PROBLEM TO WORK ON | An identical reprint of the entire listing below is expected.

AVAILABLE RECORDS |
************
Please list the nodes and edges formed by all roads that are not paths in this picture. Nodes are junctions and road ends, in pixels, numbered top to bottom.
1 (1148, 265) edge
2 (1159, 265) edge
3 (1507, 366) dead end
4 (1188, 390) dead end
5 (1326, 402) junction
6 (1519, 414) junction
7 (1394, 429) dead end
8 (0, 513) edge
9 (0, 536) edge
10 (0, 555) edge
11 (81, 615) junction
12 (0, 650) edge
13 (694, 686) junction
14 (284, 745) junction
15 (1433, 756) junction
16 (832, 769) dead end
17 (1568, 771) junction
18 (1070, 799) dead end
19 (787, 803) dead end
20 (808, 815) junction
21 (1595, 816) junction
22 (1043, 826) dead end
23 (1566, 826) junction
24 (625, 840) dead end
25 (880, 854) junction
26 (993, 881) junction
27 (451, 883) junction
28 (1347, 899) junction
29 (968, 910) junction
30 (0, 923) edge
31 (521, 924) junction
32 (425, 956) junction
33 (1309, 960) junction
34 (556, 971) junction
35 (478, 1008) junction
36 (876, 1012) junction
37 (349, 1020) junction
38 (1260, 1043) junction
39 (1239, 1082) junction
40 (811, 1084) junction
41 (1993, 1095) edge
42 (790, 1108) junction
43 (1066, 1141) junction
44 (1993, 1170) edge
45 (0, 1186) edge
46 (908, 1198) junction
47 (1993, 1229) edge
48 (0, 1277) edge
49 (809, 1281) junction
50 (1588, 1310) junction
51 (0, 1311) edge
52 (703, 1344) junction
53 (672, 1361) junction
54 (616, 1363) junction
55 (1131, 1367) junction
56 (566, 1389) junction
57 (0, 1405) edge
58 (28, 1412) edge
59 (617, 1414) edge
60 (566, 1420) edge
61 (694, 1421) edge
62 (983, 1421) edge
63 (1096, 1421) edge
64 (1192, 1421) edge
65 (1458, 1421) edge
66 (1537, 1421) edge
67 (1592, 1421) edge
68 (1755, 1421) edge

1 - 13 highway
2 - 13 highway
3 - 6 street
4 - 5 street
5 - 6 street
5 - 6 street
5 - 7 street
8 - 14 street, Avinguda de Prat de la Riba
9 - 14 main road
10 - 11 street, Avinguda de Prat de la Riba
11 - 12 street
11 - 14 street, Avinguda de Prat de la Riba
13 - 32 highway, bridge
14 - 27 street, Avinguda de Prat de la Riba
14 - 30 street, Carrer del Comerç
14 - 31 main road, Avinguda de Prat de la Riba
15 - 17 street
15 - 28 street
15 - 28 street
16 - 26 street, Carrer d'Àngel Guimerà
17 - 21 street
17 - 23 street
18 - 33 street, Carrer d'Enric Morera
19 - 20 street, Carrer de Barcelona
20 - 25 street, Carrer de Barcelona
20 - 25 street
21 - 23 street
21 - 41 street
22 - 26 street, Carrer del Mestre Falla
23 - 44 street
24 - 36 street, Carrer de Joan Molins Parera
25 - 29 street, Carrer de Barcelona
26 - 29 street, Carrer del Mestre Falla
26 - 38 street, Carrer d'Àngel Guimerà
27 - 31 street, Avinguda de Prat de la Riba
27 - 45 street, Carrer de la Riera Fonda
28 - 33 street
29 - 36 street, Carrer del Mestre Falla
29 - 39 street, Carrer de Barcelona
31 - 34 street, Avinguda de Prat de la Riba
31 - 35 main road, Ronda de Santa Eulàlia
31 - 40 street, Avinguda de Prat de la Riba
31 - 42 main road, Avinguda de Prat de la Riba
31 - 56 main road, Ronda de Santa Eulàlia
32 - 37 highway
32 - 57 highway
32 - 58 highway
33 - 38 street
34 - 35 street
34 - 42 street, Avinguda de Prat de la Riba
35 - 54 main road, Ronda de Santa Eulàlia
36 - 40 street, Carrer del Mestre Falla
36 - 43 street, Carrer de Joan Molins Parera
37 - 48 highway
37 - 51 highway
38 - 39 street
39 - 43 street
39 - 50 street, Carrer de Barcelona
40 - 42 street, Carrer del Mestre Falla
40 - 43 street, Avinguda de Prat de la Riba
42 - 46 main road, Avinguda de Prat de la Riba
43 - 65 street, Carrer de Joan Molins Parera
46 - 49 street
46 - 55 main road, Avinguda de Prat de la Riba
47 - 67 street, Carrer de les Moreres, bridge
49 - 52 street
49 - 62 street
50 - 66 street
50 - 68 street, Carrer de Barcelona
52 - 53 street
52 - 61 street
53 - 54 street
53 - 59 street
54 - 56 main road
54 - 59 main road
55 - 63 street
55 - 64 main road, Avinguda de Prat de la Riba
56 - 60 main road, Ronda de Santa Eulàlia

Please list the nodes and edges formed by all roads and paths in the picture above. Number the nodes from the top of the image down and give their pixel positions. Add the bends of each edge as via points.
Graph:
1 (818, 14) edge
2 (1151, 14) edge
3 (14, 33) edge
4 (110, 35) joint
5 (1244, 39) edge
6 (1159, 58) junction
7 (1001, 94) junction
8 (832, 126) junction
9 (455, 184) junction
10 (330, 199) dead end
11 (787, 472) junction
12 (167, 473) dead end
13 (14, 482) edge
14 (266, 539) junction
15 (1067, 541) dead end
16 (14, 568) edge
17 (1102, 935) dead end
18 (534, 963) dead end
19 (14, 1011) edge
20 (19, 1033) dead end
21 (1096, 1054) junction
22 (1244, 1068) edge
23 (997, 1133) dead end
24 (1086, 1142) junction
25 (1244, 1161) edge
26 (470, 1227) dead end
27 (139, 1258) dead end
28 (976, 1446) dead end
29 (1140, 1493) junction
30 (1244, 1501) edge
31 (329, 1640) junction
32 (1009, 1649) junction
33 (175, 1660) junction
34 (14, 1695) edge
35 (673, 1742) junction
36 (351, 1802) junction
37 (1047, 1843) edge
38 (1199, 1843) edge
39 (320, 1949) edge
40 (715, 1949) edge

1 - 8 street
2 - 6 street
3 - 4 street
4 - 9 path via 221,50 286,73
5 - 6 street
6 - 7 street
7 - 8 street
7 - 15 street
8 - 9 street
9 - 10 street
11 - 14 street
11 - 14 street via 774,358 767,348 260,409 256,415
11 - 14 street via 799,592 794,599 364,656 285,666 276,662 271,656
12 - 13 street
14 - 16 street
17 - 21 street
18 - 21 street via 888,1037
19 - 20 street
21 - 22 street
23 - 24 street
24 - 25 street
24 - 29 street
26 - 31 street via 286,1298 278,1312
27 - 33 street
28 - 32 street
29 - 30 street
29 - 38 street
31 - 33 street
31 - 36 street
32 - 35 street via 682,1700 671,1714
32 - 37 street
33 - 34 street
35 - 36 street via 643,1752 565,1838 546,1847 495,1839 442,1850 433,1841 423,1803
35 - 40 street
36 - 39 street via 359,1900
************
RESPONSE AREA |
Please list the nodes and edges formed by all roads that are not paths in this picture. Nodes are junctions and road ends, in pixels, numbered top to bottom.
1 (1148, 265) edge
2 (1159, 265) edge
3 (1507, 366) dead end
4 (1188, 390) dead end
5 (1326, 402) junction
6 (1519, 414) junction
7 (1394, 429) dead end
8 (0, 513) edge
9 (0, 536) edge
10 (0, 555) edge
11 (81, 615) junction
12 (0, 650) edge
13 (694, 686) junction
14 (284, 745) junction
15 (1433, 756) junction
16 (832, 769) dead end
17 (1568, 771) junction
18 (1070, 799) dead end
19 (787, 803) dead end
20 (808, 815) junction
21 (1595, 816) junction
22 (1043, 826) dead end
23 (1566, 826) junction
24 (625, 840) dead end
25 (880, 854) junction
26 (993, 881) junction
27 (451, 883) junction
28 (1347, 899) junction
29 (968, 910) junction
30 (0, 923) edge
31 (521, 924) junction
32 (425, 956) junction
33 (1309, 960) junction
34 (556, 971) junction
35 (478, 1008) junction
36 (876, 1012) junction
37 (349, 1020) junction
38 (1260, 1043) junction
39 (1239, 1082) junction
40 (811, 1084) junction
41 (1993, 1095) edge
42 (790, 1108) junction
43 (1066, 1141) junction
44 (1993, 1170) edge
45 (0, 1186) edge
46 (908, 1198) junction
47 (1993, 1229) edge
48 (0, 1277) edge
49 (809, 1281) junction
50 (1588, 1310) junction
51 (0, 1311) edge
52 (703, 1344) junction
53 (672, 1361) junction
54 (616, 1363) junction
55 (1131, 1367) junction
56 (566, 1389) junction
57 (0, 1405) edge
58 (28, 1412) edge
59 (617, 1414) edge
60 (566, 1420) edge
61 (694, 1421) edge
62 (983, 1421) edge
63 (1096, 1421) edge
64 (1192, 1421) edge
65 (1458, 1421) edge
66 (1537, 1421) edge
67 (1592, 1421) edge
68 (1755, 1421) edge

1 - 13 highway
2 - 13 highway
3 - 6 street
4 - 5 street
5 - 6 street
5 - 6 street
5 - 7 street
8 - 14 street, Avinguda de Prat de la Riba
9 - 14 main road
10 - 11 street, Avinguda de Prat de la Riba
11 - 12 street
11 - 14 street, Avinguda de Prat de la Riba
13 - 32 highway, bridge
14 - 27 street, Avinguda de Prat de la Riba
14 - 30 street, Carrer del Comerç
14 - 31 main road, Avinguda de Prat de la Riba
15 - 17 street
15 - 28 street
15 - 28 street
16 - 26 street, Carrer d'Àngel Guimerà
17 - 21 street
17 - 23 street
18 - 33 street, Carrer d'Enric Morera
19 - 20 street, Carrer de Barcelona
20 - 25 street, Carrer de Barcelona
20 - 25 street
21 - 23 street
21 - 41 street
22 - 26 street, Carrer del Mestre Falla
23 - 44 street
24 - 36 street, Carrer de Joan Molins Parera
25 - 29 street, Carrer de Barcelona
26 - 29 street, Carrer del Mestre Falla
26 - 38 street, Carrer d'Àngel Guimerà
27 - 31 street, Avinguda de Prat de la Riba
27 - 45 street, Carrer de la Riera Fonda
28 - 33 street
29 - 36 street, Carrer del Mestre Falla
29 - 39 street, Carrer de Barcelona
31 - 34 street, Avinguda de Prat de la Riba
31 - 35 main road, Ronda de Santa Eulàlia
31 - 40 street, Avinguda de Prat de la Riba
31 - 42 main road, Avinguda de Prat de la Riba
31 - 56 main road, Ronda de Santa Eulàlia
32 - 37 highway
32 - 57 highway
32 - 58 highway
33 - 38 street
34 - 35 street
34 - 42 street, Avinguda de Prat de la Riba
35 - 54 main road, Ronda de Santa Eulàlia
36 - 40 street, Carrer del Mestre Falla
36 - 43 street, Carrer de Joan Molins Parera
37 - 48 highway
37 - 51 highway
38 - 39 street
39 - 43 street
39 - 50 street, Carrer de Barcelona
40 - 42 street, Carrer del Mestre Falla
40 - 43 street, Avinguda de Prat de la Riba
42 - 46 main road, Avinguda de Prat de la Riba
43 - 65 street, Carrer de Joan Molins Parera
46 - 49 street
46 - 55 main road, Avinguda de Prat de la Riba
47 - 67 street, Carrer de les Moreres, bridge
49 - 52 street
49 - 62 street
50 - 66 street
50 - 68 street, Carrer de Barcelona
52 - 53 street
52 - 61 street
53 - 54 street
53 - 59 street
54 - 56 main road
54 - 59 main road
55 - 63 street
55 - 64 main road, Avinguda de Prat de la Riba
56 - 60 main road, Ronda de Santa Eulàlia

Please list the nodes and edges formed by all roads and paths in the picture above. Number the nodes from the top of the image down and give their pixel positions. Add the bends of each edge as via points.
Graph:
1 (818, 14) edge
2 (1151, 14) edge
3 (14, 33) edge
4 (110, 35) joint
5 (1244, 39) edge
6 (1159, 58) junction
7 (1001, 94) junction
8 (832, 126) junction
9 (455, 184) junction
10 (330, 199) dead end
11 (787, 472) junction
12 (167, 473) dead end
13 (14, 482) edge
14 (266, 539) junction
15 (1067, 541) dead end
16 (14, 568) edge
17 (1102, 935) dead end
18 (534, 963) dead end
19 (14, 1011) edge
20 (19, 1033) dead end
21 (1096, 1054) junction
22 (1244, 1068) edge
23 (997, 1133) dead end
24 (1086, 1142) junction
25 (1244, 1161) edge
26 (470, 1227) dead end
27 (139, 1258) dead end
28 (976, 1446) dead end
29 (1140, 1493) junction
30 (1244, 1501) edge
31 (329, 1640) junction
32 (1009, 1649) junction
33 (175, 1660) junction
34 (14, 1695) edge
35 (673, 1742) junction
36 (351, 1802) junction
37 (1047, 1843) edge
38 (1199, 1843) edge
39 (320, 1949) edge
40 (715, 1949) edge

1 - 8 street
2 - 6 street
3 - 4 street
4 - 9 path via 221,50 286,73
5 - 6 street
6 - 7 street
7 - 8 street
7 - 15 street
8 - 9 street
9 - 10 street
11 - 14 street
11 - 14 street via 774,358 767,348 260,409 256,415
11 - 14 street via 799,592 794,599 364,656 285,666 276,662 271,656
12 - 13 street
14 - 16 street
17 - 21 street
18 - 21 street via 888,1037
19 - 20 street
21 - 22 street
23 - 24 street
24 - 25 street
24 - 29 street
26 - 31 street via 286,1298 278,1312
27 - 33 street
28 - 32 street
29 - 30 street
29 - 38 street
31 - 33 street
31 - 36 street
32 - 35 street via 682,1700 671,1714
32 - 37 street
33 - 34 street
35 - 36 street via 643,1752 565,1838 546,1847 495,1839 442,1850 433,1841 423,1803
35 - 40 street
36 - 39 street via 359,1900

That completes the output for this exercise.